SUPPLIED RECORDS below:

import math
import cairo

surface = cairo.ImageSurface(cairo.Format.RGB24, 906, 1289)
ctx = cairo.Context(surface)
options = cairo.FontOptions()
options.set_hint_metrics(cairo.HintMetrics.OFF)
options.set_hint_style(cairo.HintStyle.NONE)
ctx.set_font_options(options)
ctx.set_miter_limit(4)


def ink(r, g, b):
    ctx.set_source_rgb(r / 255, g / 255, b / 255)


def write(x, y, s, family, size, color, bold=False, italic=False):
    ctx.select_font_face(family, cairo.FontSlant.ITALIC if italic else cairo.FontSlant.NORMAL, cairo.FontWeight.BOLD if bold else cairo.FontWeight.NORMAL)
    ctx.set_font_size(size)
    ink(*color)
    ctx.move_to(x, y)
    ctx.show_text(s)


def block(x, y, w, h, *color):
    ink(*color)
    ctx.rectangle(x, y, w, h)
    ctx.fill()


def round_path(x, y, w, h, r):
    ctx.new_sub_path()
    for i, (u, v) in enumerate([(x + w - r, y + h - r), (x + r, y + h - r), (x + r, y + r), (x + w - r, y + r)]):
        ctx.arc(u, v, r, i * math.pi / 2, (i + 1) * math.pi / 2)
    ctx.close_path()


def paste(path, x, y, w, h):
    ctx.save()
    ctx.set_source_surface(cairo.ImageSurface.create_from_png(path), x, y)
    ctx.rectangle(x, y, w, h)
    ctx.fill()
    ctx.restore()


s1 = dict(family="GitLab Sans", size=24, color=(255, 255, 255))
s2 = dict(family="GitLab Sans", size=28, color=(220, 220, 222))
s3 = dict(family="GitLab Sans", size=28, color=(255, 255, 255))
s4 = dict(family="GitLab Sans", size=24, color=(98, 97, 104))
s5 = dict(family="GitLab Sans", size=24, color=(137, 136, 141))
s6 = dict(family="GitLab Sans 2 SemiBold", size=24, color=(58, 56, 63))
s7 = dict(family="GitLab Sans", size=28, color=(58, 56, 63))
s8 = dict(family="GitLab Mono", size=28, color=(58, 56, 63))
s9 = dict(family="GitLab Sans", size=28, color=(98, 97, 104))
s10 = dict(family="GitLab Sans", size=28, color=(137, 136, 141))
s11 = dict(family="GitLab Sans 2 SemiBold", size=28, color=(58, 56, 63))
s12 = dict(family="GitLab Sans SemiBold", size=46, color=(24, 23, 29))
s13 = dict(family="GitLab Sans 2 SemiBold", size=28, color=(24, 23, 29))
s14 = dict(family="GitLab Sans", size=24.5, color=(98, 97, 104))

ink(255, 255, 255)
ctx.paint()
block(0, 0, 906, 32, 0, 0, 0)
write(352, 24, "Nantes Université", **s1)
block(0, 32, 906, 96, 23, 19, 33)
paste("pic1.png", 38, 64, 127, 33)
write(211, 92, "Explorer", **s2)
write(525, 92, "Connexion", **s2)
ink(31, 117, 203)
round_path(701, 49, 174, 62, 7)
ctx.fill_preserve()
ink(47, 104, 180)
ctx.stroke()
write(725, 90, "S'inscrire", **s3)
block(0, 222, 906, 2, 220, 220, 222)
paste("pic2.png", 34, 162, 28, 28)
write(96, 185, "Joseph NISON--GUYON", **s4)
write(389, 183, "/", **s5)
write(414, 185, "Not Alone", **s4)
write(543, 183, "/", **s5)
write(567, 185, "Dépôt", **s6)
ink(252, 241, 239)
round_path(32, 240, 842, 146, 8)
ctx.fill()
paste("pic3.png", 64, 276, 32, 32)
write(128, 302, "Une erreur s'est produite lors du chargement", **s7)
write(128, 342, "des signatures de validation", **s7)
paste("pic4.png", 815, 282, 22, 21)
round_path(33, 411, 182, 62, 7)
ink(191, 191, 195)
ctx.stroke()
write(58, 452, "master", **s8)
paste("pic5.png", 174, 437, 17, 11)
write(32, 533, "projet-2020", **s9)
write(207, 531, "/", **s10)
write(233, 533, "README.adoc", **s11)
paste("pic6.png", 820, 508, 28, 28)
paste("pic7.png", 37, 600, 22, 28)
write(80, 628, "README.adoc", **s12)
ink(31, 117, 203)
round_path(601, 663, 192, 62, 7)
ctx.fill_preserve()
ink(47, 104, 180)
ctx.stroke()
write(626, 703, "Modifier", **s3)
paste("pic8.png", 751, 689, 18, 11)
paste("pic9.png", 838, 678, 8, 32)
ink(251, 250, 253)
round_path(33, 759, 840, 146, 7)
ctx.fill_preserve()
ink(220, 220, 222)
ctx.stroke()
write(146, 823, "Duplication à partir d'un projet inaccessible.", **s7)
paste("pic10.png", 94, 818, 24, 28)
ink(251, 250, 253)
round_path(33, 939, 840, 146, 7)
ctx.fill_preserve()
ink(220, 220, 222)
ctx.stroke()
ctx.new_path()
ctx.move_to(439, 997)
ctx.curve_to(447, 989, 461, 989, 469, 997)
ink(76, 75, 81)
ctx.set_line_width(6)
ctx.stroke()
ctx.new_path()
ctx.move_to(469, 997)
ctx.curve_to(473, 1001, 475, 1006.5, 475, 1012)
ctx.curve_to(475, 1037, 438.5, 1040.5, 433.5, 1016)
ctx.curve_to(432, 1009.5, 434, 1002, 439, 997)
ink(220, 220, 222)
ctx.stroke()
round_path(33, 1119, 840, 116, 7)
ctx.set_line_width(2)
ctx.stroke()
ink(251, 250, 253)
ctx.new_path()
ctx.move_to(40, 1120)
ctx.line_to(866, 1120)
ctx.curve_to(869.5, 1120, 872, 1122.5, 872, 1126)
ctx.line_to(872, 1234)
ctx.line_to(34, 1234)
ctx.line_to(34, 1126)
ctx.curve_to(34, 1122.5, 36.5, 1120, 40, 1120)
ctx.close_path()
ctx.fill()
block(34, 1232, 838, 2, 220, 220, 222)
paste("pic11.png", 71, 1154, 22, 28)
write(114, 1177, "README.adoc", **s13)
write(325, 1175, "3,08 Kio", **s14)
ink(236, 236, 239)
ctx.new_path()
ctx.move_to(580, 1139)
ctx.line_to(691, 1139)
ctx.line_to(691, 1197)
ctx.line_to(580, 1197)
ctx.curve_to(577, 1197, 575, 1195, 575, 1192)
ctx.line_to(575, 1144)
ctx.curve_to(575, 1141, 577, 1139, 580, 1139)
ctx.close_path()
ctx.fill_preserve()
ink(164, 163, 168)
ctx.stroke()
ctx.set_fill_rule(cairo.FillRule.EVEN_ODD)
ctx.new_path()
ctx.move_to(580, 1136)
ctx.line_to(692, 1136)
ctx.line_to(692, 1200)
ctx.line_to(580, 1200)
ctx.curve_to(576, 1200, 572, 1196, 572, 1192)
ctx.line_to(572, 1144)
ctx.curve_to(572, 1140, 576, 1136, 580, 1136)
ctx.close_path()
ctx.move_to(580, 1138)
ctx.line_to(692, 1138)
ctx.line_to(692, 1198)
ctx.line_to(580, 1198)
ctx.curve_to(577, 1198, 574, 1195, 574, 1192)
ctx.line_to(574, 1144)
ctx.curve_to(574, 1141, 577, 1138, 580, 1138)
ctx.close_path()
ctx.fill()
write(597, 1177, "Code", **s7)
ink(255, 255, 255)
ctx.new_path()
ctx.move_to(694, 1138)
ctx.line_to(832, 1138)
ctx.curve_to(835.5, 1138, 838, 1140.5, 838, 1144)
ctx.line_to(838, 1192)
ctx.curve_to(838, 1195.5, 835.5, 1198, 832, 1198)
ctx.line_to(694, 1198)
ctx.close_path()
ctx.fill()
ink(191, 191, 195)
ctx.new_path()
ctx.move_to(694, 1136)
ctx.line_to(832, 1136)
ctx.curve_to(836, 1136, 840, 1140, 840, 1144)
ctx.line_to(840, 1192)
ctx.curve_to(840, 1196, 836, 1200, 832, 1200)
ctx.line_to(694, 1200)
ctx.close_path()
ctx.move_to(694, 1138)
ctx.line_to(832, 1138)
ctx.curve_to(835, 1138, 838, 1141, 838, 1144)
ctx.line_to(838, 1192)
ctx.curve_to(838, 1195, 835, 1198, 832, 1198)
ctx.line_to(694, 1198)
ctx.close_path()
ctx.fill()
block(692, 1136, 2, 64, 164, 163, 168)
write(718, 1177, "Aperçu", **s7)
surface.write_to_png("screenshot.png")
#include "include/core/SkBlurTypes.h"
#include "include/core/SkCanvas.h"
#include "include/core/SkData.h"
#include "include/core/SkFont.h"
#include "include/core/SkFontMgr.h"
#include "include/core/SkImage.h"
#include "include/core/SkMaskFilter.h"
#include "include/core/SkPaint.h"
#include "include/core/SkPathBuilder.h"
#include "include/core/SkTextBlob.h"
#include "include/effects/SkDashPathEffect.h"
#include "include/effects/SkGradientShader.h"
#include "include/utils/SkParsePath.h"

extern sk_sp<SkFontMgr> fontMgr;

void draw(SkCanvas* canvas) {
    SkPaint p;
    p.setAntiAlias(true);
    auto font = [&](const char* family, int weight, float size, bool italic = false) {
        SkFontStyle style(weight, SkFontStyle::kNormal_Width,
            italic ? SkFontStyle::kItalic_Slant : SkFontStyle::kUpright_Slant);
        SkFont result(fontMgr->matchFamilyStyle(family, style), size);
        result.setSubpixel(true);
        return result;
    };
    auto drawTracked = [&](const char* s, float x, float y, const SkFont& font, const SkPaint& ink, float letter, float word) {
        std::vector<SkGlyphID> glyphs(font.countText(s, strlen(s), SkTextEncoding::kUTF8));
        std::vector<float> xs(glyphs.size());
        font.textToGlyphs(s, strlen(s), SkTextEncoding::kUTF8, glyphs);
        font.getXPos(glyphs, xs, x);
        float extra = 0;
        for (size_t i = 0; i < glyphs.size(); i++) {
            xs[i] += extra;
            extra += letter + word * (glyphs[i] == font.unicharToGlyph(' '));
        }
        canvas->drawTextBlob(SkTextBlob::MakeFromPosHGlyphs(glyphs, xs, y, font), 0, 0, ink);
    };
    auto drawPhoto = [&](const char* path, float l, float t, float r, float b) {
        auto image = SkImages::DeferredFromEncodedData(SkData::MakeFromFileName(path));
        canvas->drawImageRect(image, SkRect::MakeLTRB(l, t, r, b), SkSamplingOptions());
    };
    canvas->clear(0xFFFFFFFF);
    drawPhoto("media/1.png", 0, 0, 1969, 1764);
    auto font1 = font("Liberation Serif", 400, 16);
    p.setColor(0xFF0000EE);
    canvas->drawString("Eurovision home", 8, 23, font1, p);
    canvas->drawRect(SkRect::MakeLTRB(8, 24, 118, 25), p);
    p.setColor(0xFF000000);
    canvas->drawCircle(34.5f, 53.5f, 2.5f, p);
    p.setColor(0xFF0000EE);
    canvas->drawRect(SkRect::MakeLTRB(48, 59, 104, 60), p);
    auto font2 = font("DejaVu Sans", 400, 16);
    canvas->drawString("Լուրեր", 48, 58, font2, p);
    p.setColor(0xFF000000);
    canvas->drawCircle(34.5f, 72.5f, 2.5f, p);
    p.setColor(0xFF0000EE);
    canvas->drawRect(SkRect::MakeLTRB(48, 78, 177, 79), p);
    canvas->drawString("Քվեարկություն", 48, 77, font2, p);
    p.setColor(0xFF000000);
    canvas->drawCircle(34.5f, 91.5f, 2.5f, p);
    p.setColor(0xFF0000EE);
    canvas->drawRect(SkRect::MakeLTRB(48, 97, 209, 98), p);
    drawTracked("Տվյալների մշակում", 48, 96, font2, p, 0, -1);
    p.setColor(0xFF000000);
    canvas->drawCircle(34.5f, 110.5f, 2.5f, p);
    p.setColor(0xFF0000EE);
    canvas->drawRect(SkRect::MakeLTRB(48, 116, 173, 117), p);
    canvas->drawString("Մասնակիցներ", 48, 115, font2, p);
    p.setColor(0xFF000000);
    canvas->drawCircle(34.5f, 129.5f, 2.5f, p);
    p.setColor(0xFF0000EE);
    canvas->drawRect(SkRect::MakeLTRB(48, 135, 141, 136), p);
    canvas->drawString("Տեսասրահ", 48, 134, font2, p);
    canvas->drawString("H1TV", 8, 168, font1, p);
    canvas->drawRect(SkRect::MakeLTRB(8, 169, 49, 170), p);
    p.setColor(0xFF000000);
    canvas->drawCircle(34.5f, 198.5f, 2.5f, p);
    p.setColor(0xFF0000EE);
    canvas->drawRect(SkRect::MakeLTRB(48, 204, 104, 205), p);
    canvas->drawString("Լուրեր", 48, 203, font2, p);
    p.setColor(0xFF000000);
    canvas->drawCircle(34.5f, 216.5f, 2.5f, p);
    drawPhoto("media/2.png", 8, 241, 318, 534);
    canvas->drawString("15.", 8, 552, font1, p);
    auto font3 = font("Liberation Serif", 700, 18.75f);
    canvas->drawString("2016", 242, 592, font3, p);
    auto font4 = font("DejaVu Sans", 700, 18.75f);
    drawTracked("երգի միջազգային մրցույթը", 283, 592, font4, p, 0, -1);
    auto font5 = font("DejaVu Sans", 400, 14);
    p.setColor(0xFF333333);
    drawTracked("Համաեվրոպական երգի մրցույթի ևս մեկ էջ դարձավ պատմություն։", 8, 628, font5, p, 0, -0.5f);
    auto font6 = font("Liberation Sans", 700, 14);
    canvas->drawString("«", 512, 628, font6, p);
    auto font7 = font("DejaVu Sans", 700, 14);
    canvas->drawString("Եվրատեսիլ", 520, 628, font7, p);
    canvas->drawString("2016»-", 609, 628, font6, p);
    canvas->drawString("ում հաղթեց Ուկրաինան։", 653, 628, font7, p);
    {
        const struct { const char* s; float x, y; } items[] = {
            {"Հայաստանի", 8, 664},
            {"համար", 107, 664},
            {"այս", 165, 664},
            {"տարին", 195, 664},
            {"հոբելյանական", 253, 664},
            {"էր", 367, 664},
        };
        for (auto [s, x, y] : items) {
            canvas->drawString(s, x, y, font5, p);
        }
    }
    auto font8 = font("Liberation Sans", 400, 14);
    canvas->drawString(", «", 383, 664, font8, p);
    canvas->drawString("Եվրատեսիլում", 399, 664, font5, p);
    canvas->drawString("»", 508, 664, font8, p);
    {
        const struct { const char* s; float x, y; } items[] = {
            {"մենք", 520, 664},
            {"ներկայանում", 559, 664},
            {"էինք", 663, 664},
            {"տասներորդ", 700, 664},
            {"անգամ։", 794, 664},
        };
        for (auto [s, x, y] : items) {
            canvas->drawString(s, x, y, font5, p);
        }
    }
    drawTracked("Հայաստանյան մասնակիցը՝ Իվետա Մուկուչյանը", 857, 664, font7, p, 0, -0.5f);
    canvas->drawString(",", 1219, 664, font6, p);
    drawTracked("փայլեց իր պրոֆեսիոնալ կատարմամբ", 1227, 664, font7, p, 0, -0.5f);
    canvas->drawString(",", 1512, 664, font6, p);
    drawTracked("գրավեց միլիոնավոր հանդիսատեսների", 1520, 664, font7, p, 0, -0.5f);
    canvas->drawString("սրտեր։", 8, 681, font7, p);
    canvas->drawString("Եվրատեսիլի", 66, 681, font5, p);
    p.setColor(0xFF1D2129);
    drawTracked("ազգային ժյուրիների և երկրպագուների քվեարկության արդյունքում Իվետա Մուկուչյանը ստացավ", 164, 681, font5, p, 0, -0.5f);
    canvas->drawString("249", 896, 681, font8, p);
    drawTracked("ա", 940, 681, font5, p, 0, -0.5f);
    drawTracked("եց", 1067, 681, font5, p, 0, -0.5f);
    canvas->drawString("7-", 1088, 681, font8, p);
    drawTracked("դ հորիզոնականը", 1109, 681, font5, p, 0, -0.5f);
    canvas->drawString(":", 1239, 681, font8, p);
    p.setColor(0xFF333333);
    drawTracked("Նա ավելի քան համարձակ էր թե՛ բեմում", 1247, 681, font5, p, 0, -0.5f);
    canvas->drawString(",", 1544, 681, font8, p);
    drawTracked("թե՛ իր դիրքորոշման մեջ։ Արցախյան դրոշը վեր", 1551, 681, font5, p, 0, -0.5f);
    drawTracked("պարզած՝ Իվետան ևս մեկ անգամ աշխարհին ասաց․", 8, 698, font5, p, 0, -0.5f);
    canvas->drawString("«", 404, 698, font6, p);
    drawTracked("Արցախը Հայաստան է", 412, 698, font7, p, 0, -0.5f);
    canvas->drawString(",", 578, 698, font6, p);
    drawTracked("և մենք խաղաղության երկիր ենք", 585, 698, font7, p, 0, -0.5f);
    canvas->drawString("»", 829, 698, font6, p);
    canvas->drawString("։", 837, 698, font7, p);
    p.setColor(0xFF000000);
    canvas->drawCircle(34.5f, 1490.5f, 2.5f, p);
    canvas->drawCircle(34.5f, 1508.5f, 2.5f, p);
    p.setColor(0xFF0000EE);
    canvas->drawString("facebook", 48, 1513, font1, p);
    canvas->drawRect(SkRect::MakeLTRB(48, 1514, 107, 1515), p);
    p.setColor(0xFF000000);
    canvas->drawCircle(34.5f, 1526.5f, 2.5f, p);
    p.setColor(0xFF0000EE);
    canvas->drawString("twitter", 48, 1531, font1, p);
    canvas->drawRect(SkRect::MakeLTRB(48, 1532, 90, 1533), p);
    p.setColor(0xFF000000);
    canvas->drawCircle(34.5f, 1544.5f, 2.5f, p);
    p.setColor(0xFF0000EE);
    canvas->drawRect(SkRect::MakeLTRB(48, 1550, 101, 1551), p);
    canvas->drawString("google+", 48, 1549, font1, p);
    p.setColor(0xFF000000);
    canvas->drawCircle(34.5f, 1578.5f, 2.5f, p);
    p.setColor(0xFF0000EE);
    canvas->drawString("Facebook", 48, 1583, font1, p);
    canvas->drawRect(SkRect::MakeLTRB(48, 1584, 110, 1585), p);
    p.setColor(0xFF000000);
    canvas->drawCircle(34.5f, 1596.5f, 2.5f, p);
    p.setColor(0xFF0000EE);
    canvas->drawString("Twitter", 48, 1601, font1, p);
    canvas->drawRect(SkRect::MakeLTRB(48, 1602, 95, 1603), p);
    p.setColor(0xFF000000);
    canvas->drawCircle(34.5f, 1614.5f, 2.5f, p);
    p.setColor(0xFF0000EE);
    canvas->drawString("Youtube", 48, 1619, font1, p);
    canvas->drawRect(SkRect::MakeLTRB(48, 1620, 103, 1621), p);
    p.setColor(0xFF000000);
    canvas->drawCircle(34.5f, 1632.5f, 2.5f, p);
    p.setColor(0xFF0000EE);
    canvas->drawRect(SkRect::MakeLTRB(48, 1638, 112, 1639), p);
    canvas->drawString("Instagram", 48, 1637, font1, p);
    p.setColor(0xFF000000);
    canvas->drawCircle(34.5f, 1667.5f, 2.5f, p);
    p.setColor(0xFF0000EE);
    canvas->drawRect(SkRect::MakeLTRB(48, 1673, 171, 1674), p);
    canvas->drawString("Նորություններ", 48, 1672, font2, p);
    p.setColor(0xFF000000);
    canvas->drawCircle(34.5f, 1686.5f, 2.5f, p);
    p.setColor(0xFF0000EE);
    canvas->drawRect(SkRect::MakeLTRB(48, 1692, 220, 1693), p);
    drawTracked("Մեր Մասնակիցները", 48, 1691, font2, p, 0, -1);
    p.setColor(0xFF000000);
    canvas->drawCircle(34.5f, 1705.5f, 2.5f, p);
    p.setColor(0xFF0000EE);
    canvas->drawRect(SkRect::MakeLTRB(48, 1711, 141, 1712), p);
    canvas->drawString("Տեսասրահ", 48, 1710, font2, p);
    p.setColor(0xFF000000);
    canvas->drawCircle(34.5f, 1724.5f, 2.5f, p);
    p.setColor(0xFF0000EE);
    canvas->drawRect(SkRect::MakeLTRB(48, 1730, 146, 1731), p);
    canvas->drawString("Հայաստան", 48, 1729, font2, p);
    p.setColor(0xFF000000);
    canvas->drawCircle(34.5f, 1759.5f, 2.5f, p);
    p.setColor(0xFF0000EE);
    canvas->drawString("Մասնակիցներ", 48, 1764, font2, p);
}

End of SUPPLIED RECORDS.

▶ _TASK REQUIREMENTS_: Repeat, exactly as they stand above, the lines from the line with "canvas->drawRect(SkRect::MakeLTRB(48, 1532, 90, 1533), p);" to the line with "canvas->drawRect(SkRect::MakeLTRB(48, 1692, 220, 1693), p);", both lines included.

▶ _EXERCISE RESULT_:
    canvas->drawRect(SkRect::MakeLTRB(48, 1532, 90, 1533), p);
    p.setColor(0xFF000000);
    canvas->drawCircle(34.5f, 1544.5f, 2.5f, p);
    p.setColor(0xFF0000EE);
    canvas->drawRect(SkRect::MakeLTRB(48, 1550, 101, 1551), p);
    canvas->drawString("google+", 48, 1549, font1, p);
    p.setColor(0xFF000000);
    canvas->drawCircle(34.5f, 1578.5f, 2.5f, p);
    p.setColor(0xFF0000EE);
    canvas->drawString("Facebook", 48, 1583, font1, p);
    canvas->drawRect(SkRect::MakeLTRB(48, 1584, 110, 1585), p);
    p.setColor(0xFF000000);
    canvas->drawCircle(34.5f, 1596.5f, 2.5f, p);
    p.setColor(0xFF0000EE);
    canvas->drawString("Twitter", 48, 1601, font1, p);
    canvas->drawRect(SkRect::MakeLTRB(48, 1602, 95, 1603), p);
    p.setColor(0xFF000000);
    canvas->drawCircle(34.5f, 1614.5f, 2.5f, p);
    p.setColor(0xFF0000EE);
    canvas->drawString("Youtube", 48, 1619, font1, p);
    canvas->drawRect(SkRect::MakeLTRB(48, 1620, 103, 1621), p);
    p.setColor(0xFF000000);
    canvas->drawCircle(34.5f, 1632.5f, 2.5f, p);
    p.setColor(0xFF0000EE);
    canvas->drawRect(SkRect::MakeLTRB(48, 1638, 112, 1639), p);
    canvas->drawString("Instagram", 48, 1637, font1, p);
    p.setColor(0xFF000000);
    canvas->drawCircle(34.5f, 1667.5f, 2.5f, p);
    p.setColor(0xFF0000EE);
    canvas->drawRect(SkRect::MakeLTRB(48, 1673, 171, 1674), p);
    canvas->drawString("Նորություններ", 48, 1672, font2, p);
    p.setColor(0xFF000000);
    canvas->drawCircle(34.5f, 1686.5f, 2.5f, p);
    p.setColor(0xFF0000EE);
    canvas->drawRect(SkRect::MakeLTRB(48, 1692, 220, 1693), p);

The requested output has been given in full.